TASK STATEMENT. Every line of the material below needs to be copied exactly; omit the pictures.

RECORD EXCERPTS.
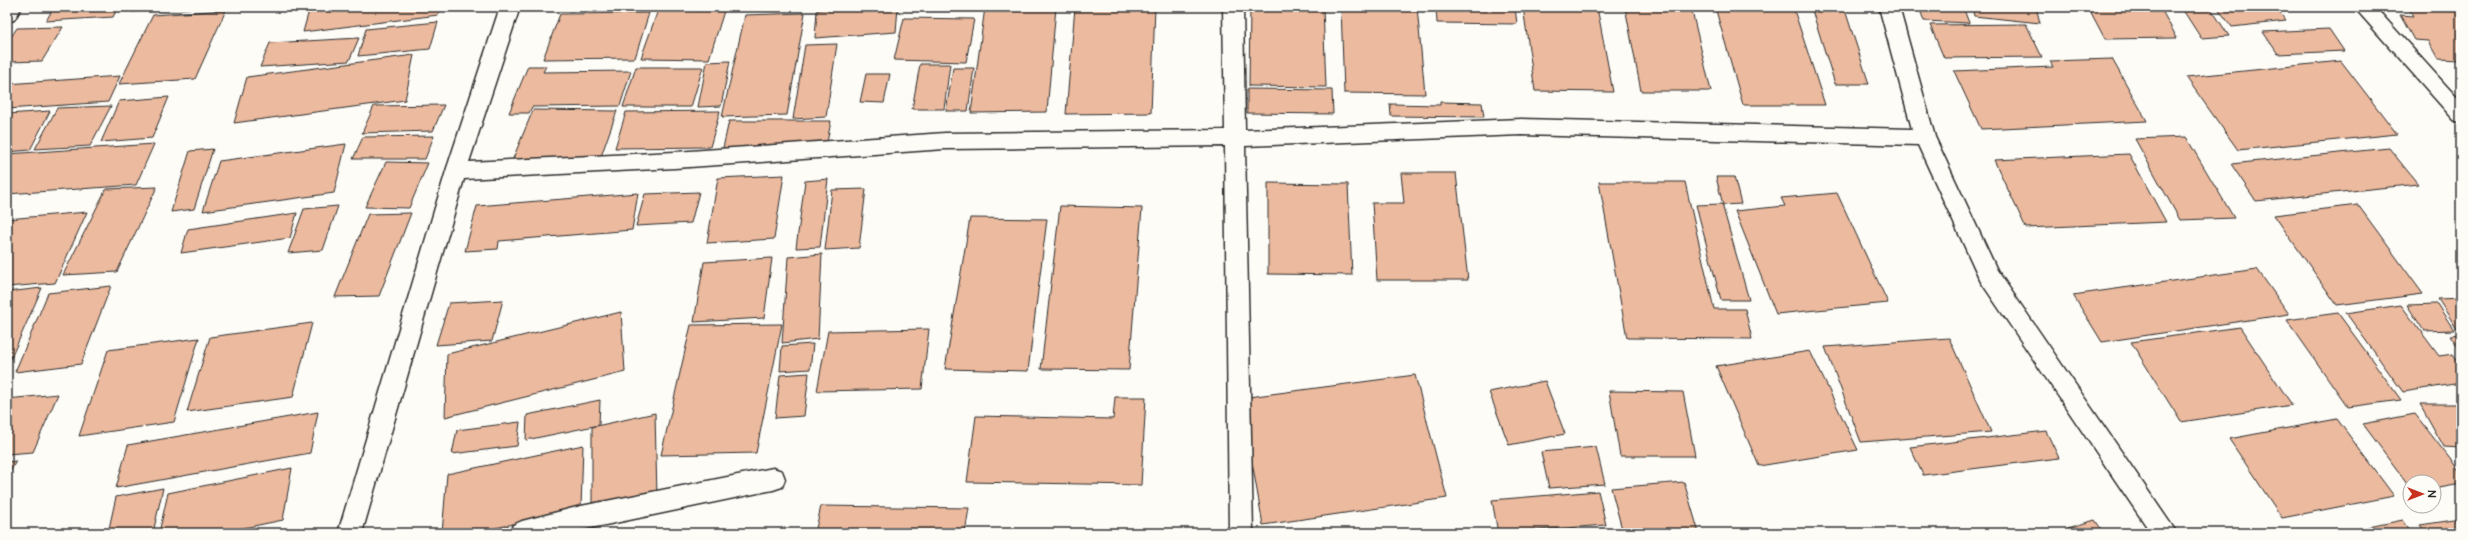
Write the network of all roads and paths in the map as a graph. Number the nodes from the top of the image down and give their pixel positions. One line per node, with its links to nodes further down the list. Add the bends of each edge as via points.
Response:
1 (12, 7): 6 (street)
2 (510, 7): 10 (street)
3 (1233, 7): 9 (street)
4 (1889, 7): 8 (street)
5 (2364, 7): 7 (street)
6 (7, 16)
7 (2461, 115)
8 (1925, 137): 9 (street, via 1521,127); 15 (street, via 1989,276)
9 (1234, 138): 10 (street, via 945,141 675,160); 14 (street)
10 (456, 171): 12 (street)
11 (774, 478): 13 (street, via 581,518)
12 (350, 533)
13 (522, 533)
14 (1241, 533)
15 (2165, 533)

RESPONSE.
Write the network of all roads and paths in the map as a graph. Number the nodes from the top of the image down and give their pixel positions. One line per node, with its links to nodes further down the list. Add the bends of each edge as via points.
Response:
1 (12, 7): 6 (street)
2 (510, 7): 10 (street)
3 (1233, 7): 9 (street)
4 (1889, 7): 8 (street)
5 (2364, 7): 7 (street)
6 (7, 16)
7 (2461, 115)
8 (1925, 137): 9 (street, via 1521,127); 15 (street, via 1989,276)
9 (1234, 138): 10 (street, via 945,141 675,160); 14 (street)
10 (456, 171): 12 (street)
11 (774, 478): 13 (street, via 581,518)
12 (350, 533)
13 (522, 533)
14 (1241, 533)
15 (2165, 533)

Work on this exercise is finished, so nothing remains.